Assigned task
An exact copy of the listing is what is needed; please output it in full.

Data
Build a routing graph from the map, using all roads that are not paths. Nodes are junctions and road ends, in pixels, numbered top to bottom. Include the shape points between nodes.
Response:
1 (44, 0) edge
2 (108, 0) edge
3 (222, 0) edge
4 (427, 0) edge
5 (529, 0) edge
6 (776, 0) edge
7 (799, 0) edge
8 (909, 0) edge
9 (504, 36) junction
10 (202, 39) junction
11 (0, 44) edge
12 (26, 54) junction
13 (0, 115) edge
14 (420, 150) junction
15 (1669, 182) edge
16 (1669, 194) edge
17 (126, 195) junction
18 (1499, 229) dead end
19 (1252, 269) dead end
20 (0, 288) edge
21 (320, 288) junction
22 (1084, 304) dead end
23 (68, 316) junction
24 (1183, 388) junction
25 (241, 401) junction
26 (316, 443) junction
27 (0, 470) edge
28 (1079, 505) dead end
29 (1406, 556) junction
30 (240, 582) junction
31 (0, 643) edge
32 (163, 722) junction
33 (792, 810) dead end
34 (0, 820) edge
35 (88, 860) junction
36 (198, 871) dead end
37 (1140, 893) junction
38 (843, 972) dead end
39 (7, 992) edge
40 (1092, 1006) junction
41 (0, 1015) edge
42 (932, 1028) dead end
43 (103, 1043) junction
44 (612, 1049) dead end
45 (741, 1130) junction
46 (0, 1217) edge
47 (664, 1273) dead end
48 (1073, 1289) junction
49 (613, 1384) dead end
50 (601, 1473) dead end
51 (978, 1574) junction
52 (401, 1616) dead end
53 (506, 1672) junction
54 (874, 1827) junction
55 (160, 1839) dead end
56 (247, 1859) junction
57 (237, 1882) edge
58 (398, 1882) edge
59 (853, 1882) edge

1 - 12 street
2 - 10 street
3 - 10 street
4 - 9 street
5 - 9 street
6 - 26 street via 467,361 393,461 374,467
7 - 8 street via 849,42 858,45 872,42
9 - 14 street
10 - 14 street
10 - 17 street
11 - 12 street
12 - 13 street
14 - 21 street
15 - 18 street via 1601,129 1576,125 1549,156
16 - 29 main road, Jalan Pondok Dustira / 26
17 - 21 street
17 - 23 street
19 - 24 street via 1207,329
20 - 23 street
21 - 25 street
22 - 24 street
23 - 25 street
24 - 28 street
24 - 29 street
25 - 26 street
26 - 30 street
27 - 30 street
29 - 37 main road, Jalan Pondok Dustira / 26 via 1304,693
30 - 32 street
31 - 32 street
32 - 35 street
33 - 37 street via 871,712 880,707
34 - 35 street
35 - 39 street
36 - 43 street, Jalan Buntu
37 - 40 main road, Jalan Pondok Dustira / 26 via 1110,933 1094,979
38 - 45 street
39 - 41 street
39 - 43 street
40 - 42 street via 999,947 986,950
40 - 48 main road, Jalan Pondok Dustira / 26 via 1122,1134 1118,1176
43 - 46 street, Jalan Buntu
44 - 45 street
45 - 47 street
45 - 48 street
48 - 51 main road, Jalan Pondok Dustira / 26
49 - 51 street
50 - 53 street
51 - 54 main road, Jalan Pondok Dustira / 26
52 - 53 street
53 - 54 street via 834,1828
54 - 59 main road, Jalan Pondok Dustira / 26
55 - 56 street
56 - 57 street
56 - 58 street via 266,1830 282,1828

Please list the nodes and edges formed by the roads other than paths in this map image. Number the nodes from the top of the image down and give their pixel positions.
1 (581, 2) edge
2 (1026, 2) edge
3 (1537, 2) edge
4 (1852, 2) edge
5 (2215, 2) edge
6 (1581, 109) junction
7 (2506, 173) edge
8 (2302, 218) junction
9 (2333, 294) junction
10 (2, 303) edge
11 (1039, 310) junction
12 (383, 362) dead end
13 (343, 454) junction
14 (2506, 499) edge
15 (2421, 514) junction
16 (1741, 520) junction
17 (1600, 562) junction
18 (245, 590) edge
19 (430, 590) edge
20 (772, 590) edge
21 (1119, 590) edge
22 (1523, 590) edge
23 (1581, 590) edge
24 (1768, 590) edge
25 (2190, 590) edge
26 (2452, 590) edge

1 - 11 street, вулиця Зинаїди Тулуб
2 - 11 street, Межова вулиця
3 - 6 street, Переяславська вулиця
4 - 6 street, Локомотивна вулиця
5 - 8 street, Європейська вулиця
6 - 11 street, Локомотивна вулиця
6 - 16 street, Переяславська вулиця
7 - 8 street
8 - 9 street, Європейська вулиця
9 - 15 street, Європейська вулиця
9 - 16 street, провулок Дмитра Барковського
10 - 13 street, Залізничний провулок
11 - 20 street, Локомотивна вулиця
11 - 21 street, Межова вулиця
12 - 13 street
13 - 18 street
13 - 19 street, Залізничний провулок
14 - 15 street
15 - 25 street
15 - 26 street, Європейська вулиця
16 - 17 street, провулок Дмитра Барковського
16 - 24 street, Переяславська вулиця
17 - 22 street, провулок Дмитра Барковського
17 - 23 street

Reply to the exercise
Build a routing graph from the map, using all roads that are not paths. Nodes are junctions and road ends, in pixels, numbered top to bottom. Include the shape points between nodes.
Response:
1 (44, 0) edge
2 (108, 0) edge
3 (222, 0) edge
4 (427, 0) edge
5 (529, 0) edge
6 (776, 0) edge
7 (799, 0) edge
8 (909, 0) edge
9 (504, 36) junction
10 (202, 39) junction
11 (0, 44) edge
12 (26, 54) junction
13 (0, 115) edge
14 (420, 150) junction
15 (1669, 182) edge
16 (1669, 194) edge
17 (126, 195) junction
18 (1499, 229) dead end
19 (1252, 269) dead end
20 (0, 288) edge
21 (320, 288) junction
22 (1084, 304) dead end
23 (68, 316) junction
24 (1183, 388) junction
25 (241, 401) junction
26 (316, 443) junction
27 (0, 470) edge
28 (1079, 505) dead end
29 (1406, 556) junction
30 (240, 582) junction
31 (0, 643) edge
32 (163, 722) junction
33 (792, 810) dead end
34 (0, 820) edge
35 (88, 860) junction
36 (198, 871) dead end
37 (1140, 893) junction
38 (843, 972) dead end
39 (7, 992) edge
40 (1092, 1006) junction
41 (0, 1015) edge
42 (932, 1028) dead end
43 (103, 1043) junction
44 (612, 1049) dead end
45 (741, 1130) junction
46 (0, 1217) edge
47 (664, 1273) dead end
48 (1073, 1289) junction
49 (613, 1384) dead end
50 (601, 1473) dead end
51 (978, 1574) junction
52 (401, 1616) dead end
53 (506, 1672) junction
54 (874, 1827) junction
55 (160, 1839) dead end
56 (247, 1859) junction
57 (237, 1882) edge
58 (398, 1882) edge
59 (853, 1882) edge

1 - 12 street
2 - 10 street
3 - 10 street
4 - 9 street
5 - 9 street
6 - 26 street via 467,361 393,461 374,467
7 - 8 street via 849,42 858,45 872,42
9 - 14 street
10 - 14 street
10 - 17 street
11 - 12 street
12 - 13 street
14 - 21 street
15 - 18 street via 1601,129 1576,125 1549,156
16 - 29 main road, Jalan Pondok Dustira / 26
17 - 21 street
17 - 23 street
19 - 24 street via 1207,329
20 - 23 street
21 - 25 street
22 - 24 street
23 - 25 street
24 - 28 street
24 - 29 street
25 - 26 street
26 - 30 street
27 - 30 street
29 - 37 main road, Jalan Pondok Dustira / 26 via 1304,693
30 - 32 street
31 - 32 street
32 - 35 street
33 - 37 street via 871,712 880,707
34 - 35 street
35 - 39 street
36 - 43 street, Jalan Buntu
37 - 40 main road, Jalan Pondok Dustira / 26 via 1110,933 1094,979
38 - 45 street
39 - 41 street
39 - 43 street
40 - 42 street via 999,947 986,950
40 - 48 main road, Jalan Pondok Dustira / 26 via 1122,1134 1118,1176
43 - 46 street, Jalan Buntu
44 - 45 street
45 - 47 street
45 - 48 street
48 - 51 main road, Jalan Pondok Dustira / 26
49 - 51 street
50 - 53 street
51 - 54 main road, Jalan Pondok Dustira / 26
52 - 53 street
53 - 54 street via 834,1828
54 - 59 main road, Jalan Pondok Dustira / 26
55 - 56 street
56 - 57 street
56 - 58 street via 266,1830 282,1828

Please list the nodes and edges formed by the roads other than paths in this map image. Number the nodes from the top of the image down and give their pixel positions.
1 (581, 2) edge
2 (1026, 2) edge
3 (1537, 2) edge
4 (1852, 2) edge
5 (2215, 2) edge
6 (1581, 109) junction
7 (2506, 173) edge
8 (2302, 218) junction
9 (2333, 294) junction
10 (2, 303) edge
11 (1039, 310) junction
12 (383, 362) dead end
13 (343, 454) junction
14 (2506, 499) edge
15 (2421, 514) junction
16 (1741, 520) junction
17 (1600, 562) junction
18 (245, 590) edge
19 (430, 590) edge
20 (772, 590) edge
21 (1119, 590) edge
22 (1523, 590) edge
23 (1581, 590) edge
24 (1768, 590) edge
25 (2190, 590) edge
26 (2452, 590) edge

1 - 11 street, вулиця Зинаїди Тулуб
2 - 11 street, Межова вулиця
3 - 6 street, Переяславська вулиця
4 - 6 street, Локомотивна вулиця
5 - 8 street, Європейська вулиця
6 - 11 street, Локомотивна вулиця
6 - 16 street, Переяславська вулиця
7 - 8 street
8 - 9 street, Європейська вулиця
9 - 15 street, Європейська вулиця
9 - 16 street, провулок Дмитра Барковського
10 - 13 street, Залізничний провулок
11 - 20 street, Локомотивна вулиця
11 - 21 street, Межова вулиця
12 - 13 street
13 - 18 street
13 - 19 street, Залізничний провулок
14 - 15 street
15 - 25 street
15 - 26 street, Європейська вулиця
16 - 17 street, провулок Дмитра Барковського
16 - 24 street, Переяславська вулиця
17 - 22 street, провулок Дмитра Барковського
17 - 23 street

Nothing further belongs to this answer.